» About this task:
Using the listing below, keep only the lines with the word "buttons" and copy them.

» Supplied material:
......

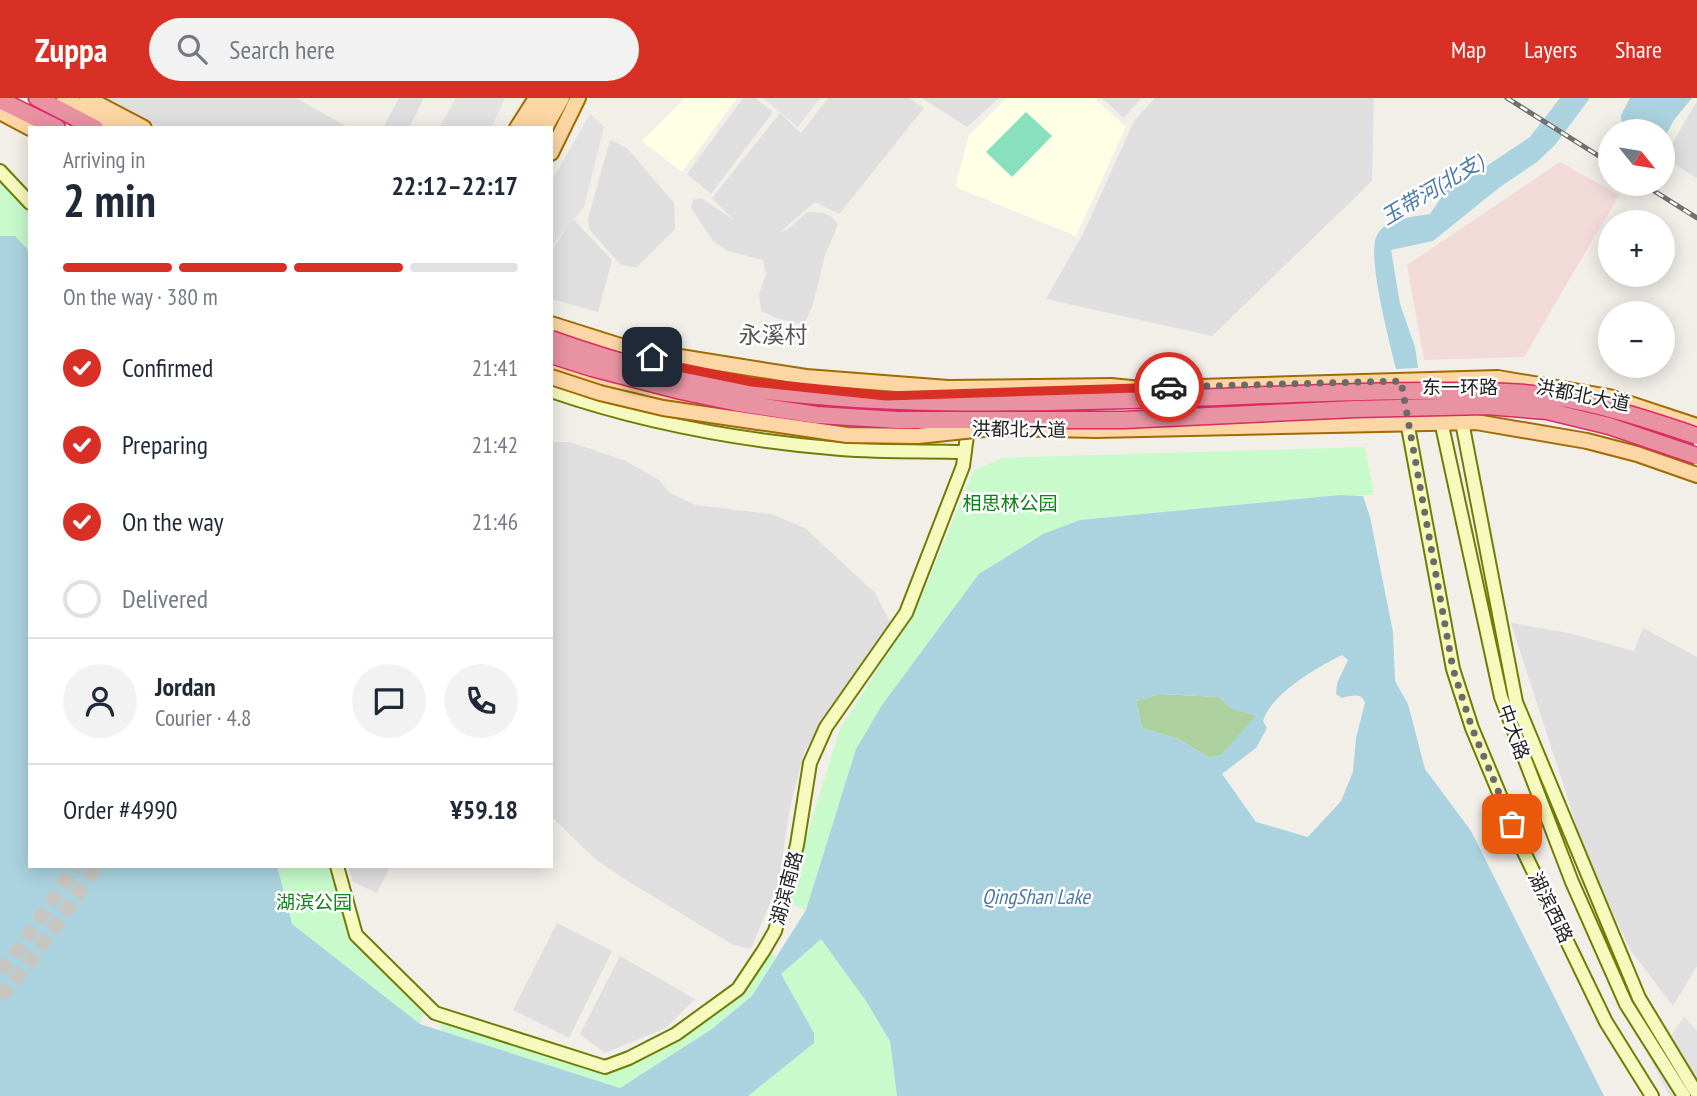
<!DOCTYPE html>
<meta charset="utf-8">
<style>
body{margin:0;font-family:"PT Sans Narrow","Noto Sans SC",sans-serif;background:#f2f2f3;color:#1f2937;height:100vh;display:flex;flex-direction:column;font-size:26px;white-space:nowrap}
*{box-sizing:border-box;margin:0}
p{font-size:23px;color:#747a83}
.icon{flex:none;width:38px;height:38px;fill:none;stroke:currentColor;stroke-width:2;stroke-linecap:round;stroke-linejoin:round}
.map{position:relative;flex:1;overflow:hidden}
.side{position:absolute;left:28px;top:28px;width:525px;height:742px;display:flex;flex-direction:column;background:#fff;border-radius:0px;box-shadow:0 4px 18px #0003}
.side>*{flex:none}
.needle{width:46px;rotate:120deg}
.buttons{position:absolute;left:1598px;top:21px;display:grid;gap:14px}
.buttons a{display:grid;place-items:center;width:77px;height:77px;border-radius:50%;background:#fff;box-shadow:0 4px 18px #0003;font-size:35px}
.pin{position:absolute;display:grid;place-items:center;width:60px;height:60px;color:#fff;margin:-30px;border-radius:14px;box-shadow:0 4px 10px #0006}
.courier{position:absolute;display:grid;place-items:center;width:70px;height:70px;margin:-35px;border:5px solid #d93025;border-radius:50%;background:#fff;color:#222;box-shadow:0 2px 9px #0007}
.head em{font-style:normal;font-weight:600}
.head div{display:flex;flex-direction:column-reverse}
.head{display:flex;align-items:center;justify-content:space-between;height:119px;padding:0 35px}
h1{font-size:46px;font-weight:600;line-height:52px}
.bar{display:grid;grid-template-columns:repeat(4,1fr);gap:10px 7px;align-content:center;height:84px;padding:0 35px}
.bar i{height:9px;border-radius:5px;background:#e0e1e3}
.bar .current{background:#d93025}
.bar p{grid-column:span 4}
.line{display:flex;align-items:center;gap:18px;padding:0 35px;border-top:2px solid #e0e1e3}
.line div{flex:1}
.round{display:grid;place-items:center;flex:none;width:74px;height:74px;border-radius:37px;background:#f2f2f3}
ol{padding:0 35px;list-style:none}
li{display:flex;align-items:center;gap:21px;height:77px}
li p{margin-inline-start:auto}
li .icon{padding:7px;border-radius:50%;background:#d93025;color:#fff;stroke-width:4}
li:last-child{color:#747a83}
li i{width:38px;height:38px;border:4px solid #e0e1e3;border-radius:50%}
header{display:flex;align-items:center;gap:42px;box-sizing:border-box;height:98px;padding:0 35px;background:#d93025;color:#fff}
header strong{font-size:33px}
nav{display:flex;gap:38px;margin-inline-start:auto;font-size:24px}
.search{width:490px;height:63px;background:#f2f2f3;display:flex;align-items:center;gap:18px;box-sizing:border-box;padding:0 24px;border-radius:38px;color:#747a83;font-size:26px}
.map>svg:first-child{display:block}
.residential{fill:#e0dfdf}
.commercial{fill:#f2dad9}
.education{fill:#ffffe5}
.forest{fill:#add19e}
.park{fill:#c8facc}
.pitch{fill:#88e0be}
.parking{fill:#e2e2e2}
.water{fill:#aad3df;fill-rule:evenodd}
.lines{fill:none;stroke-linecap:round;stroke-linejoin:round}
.primary-tunnel{stroke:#c8c6c1;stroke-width:14;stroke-dasharray:14 7;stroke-linecap:butt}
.secondary-casing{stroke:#707d05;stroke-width:16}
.primary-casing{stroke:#a06b00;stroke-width:18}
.highway-casing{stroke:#dc2a67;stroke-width:19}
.secondary{stroke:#f7fabf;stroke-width:12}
.primary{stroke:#fcd6a4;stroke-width:14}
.highway{stroke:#e892a2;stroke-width:16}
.rail-casing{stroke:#707070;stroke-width:5}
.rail{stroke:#fff;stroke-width:2.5;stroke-dasharray:8;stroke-linecap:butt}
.primary-bridge-casing{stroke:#a06b00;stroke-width:18;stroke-linecap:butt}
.highway-bridge-casing{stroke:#dc2a67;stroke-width:19;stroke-linecap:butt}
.primary-bridge{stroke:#fcd6a4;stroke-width:14}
.highway-bridge{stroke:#e892a2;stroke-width:16}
.done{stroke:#6b6a68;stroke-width:7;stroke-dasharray:0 12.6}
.route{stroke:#d93025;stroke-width:9}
.labels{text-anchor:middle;stroke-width:5;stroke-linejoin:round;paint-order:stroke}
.street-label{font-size:19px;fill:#222;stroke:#fff}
.park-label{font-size:19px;fill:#0c8416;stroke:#fff}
.water-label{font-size:21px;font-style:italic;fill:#4a7aab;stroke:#fff}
.quarter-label{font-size:23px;fill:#555;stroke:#fff}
</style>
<header>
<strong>Zuppa</strong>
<div class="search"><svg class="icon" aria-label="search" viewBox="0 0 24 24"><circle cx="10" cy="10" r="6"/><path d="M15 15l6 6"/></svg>Search here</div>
<nav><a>Map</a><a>Layers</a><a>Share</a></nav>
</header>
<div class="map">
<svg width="1697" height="998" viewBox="0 0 1697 998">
<rect width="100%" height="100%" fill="#f2efe9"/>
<path class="residential" d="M 107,0 L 296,0 L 349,30 L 160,30 Z
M 399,0 L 424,0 L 409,30 L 383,30 Z
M 743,0 L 755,0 L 773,14 L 711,96 L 687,76 Z
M 828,0 L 909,0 L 924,10 L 839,116 L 815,104 L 780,134 L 787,132 L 807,114 L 824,115 L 832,119 L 838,126 L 824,160 L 813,207 L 805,224 L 795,225 L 777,220 L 761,213 L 759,195 L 766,177 L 763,162 L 728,153 L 713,143 L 691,110 L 693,102 L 701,100 L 734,122 L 712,100 L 780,15 L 801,35 Z
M 922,0 L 999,0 L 967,29 Z
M 1102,0 L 1141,0 L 1124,20 Z
M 1155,0 L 1374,0 L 1372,83 L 1212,238 L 1046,201 L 1084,134 L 1134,23 Z
M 1697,3 L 1697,80 L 1664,60 Z
M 610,42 L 627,50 L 674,105 L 675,131 L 636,170 L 620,166 L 589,131 L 588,121 Z
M 573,121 L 612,162 L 598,214 L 551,201 L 551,153 Z
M 551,344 L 570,344 L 626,363 L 659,382 L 670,395 L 696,407 L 771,416 L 805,430 L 875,495 L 891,526 L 805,652 L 790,709 L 779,783 L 751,851 L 733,847 L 623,780 L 594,760 L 551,718 Z
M 1511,525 L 1569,535 L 1634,553 L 1643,530 L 1697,559 L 1697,868 L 1673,908 L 1631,853 L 1589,766 Z
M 348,768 L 390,768 L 377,795 L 353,784 Z
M 557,825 L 612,853 L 569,940 L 513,912 Z
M 620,858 L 695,901 L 666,930 L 605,955 L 580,936 Z"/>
<path class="commercial" d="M 1560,64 L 1619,97 L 1524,259 L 1424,262 L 1407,167 Z"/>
<path class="education" d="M 685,0 L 737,0 L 682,74 L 642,43 Z
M 1007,0 L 1094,0 L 1126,29 L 1076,138 L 955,89 L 969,37 Z"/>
<path class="forest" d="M 1160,596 L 1219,599 L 1231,610 L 1257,618 L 1221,657 L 1210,660 L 1178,641 L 1142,630 L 1136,603 Z"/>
<path class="park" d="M 0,83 L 30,115 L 30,154 L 15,138 L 0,138 Z
M 1365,349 L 1374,397 L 1340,397 L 1080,422 L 882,607 L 856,651 L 806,812 L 786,804 L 840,631 L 919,505 L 973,373 L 1002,360 Z
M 277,768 L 333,768 L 353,841 L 424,916 L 420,926 L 292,826 Z
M 821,840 L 866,903 L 890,943 L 897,998 L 748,998 L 814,945 L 813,934 L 780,876 Z
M 764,852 L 776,859 L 752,898 L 712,931 L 620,990 L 442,933 L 435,915 L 606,969 L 629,960 L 738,891 Z"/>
<path class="pitch" d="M 1026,14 L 1052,38 L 1012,79 L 986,54 Z"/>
<path class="parking" d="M 456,0 L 505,0 L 491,30 L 439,30 Z
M 763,0 L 820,0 L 798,29 Z
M 590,16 L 604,29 L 584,109 L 551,149 L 551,84 Z
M 1684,919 L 1697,933 L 1697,998 L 1669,998 L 1652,964 Z"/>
<path class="water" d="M 1560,0 L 1590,0 L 1555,47 L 1537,64 L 1500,89 L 1433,143 L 1391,152 L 1400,206 L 1415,249 L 1418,270 L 1396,271 C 1390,245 1366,157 1377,137 C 1386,120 1413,119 1430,116 L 1447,91 L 1479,73 L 1530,39 Z
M 1630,0 L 1692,0 L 1674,22 L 1663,42 L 1662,33 L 1622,33 L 1621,17 Z
M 0,138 L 15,138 L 30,154 L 30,768 L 277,768 L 292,826 L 420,926 L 620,990 L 712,931 L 752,898 L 806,812 L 856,651 L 882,607 L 979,476 L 1043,436 L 1080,422 L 1340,397 L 1363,398 L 1370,419 L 1393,534 L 1395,583 L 1408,606 L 1425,671 L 1471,733 L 1604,998 L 897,998 L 890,943 L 866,903 L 821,841 L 781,876 L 814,935 L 814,945 L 748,998 L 0,998 ZM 1342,557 L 1348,562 L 1337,585 L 1336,596 L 1342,600 C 1351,598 1362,594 1365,605 L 1356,640 L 1353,674 L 1341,703 L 1308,739 L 1256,724 L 1222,676 L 1256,650 L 1267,630 L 1263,623 C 1271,596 1317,569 1342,557 ZM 1160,596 L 1219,599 L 1231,610 L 1256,618 L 1221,657 L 1210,660 L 1178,641 L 1142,630 L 1136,603 Z"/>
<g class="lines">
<path class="primary-tunnel" d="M 0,874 L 19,851 L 76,768
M 0,899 L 32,861 L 97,768"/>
<g class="secondary-casing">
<path id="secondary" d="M 0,73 L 30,105
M 551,293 C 644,325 743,343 841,351 C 882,354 923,353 965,354
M 1406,318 L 1453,571 L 1472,630 L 1522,750 L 1606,924 L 1652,998
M 1441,323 L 1501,599 L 1572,784 L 1626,906 L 1684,998
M 1462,324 L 1516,604 L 1639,900 L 1697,996
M 337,768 L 356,837 L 435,915 L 605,969 L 629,960 L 676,936 L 738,891 L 764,852 L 775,833 L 797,747 L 810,665 L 826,629 L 906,515 L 963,368 L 968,330"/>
</g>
<g class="primary-casing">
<path id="primary" d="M 64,0 L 119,30
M 87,0 L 144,30
M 0,14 L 30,30
M 517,30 L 536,0
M 531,30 L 548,0
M 545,30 L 562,0
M 551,55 L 578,0
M 551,226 L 630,251 L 675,268 L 751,284
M 551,271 L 644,299 L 689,307
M 1166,290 L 1498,280 L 1609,299 L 1697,328
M 781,321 L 904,329
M 1001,330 L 1096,332 L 1476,324 L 1587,343 L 1637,356 L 1697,377"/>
</g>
<g class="highway-casing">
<path id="highway" d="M 37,0 L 95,30
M 0,2 L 57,30"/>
</g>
<use href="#secondary" class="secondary"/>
<use href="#primary" class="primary"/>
<use href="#highway" class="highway"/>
<g class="rail-casing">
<path id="rail" d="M 1507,0 L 1610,65
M 1643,86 L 1697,120"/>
</g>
<use href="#rail" class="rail"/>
<g class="primary-bridge-casing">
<path id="primary-bridge" d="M 630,251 L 806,279 L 948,290 L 1111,288 L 1181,295
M 551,279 L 600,295 L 663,310 L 847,337 L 918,338 L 1012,328"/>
</g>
<g class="highway-bridge-casing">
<path id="highway-bridge" d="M 551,241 C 613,263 678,282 743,290 C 901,312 1060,304 1220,299 C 1289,296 1359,293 1429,293 C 1470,293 1511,292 1551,298 C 1601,306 1650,322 1697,338
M 551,257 L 592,270 L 681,293 L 738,305 L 817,317 L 898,322 L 1124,322 L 1356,311 L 1486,308 L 1547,313 L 1609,328 L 1697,358"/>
</g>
<use href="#primary-bridge" class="primary-bridge"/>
<use href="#highway-bridge" class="highway-bridge"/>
</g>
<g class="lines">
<path class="done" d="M 1169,289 L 1401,283 L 1453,571 L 1472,630 L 1512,726"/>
<path class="route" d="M 652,259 L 674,268 L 752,284 L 886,298 L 1169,289"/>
</g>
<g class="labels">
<g class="street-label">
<text x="1460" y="296">东一环路</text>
<text transform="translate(1583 297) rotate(11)" y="7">洪都北大道</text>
<text transform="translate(1019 331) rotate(1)" y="7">洪都北大道</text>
<text transform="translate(1514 634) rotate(70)" y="7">中大路</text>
<text transform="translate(786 790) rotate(-75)" y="7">湖滨南路</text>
<text transform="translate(1551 809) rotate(64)" y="7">湖滨西路</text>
</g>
<g class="park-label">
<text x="1010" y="412">相思林公园</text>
<text x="314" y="811">湖滨公园</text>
</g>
<g class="water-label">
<text transform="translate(1432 92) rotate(-31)" y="7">玉带河(北支)</text>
<text x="1036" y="806">QingShan Lake</text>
</g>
<g class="quarter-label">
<text x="773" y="245">永溪村</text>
</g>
</g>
</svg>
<div class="buttons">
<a><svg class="needle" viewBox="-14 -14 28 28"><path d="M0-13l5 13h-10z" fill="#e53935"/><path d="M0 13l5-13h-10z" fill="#747a83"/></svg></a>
<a>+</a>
<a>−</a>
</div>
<div class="pin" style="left:1512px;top:726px;background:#ea580c"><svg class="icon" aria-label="bag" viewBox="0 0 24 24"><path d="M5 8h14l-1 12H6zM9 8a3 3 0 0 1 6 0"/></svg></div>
<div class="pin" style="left:652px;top:259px;background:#1f2937"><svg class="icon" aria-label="home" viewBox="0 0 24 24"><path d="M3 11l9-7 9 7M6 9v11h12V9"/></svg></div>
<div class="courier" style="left:1169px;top:289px"><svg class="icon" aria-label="car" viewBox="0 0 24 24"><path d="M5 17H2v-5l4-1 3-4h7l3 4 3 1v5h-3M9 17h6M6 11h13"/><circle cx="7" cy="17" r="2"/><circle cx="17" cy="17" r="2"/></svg></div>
<section class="side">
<div class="head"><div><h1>2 min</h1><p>Arriving in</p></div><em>22:12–22:17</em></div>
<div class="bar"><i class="current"></i><i class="current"></i><i class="current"></i><i></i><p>On the way · 380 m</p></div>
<ol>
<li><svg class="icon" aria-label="check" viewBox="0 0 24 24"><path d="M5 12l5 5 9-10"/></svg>Confirmed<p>21:41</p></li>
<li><svg class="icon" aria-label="check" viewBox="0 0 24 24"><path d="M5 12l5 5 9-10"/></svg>Preparing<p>21:42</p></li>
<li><svg class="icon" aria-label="check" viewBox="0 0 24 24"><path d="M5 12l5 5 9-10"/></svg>On the way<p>21:46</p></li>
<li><i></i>Delivered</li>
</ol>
<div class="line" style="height:126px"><a class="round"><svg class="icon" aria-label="person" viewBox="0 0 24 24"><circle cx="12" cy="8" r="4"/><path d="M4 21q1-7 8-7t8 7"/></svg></a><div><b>Jordan</b><p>Courier · 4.8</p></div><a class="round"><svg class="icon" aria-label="chat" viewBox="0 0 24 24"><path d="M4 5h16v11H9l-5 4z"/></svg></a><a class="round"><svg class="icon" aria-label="phone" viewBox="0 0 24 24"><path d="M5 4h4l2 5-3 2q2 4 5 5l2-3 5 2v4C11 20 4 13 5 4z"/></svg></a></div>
<div class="line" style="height:91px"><div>Order #4990</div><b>¥59.18</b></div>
</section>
</div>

......

» Task answer:
.buttons{position:absolute;left:1598px;top:21px;display:grid;gap:14px}
.buttons a{display:grid;place-items:center;width:77px;height:77px;border-radius:50%;background:#fff;box-shadow:0 4px 18px #0003;font-size:35px}
<div class="buttons">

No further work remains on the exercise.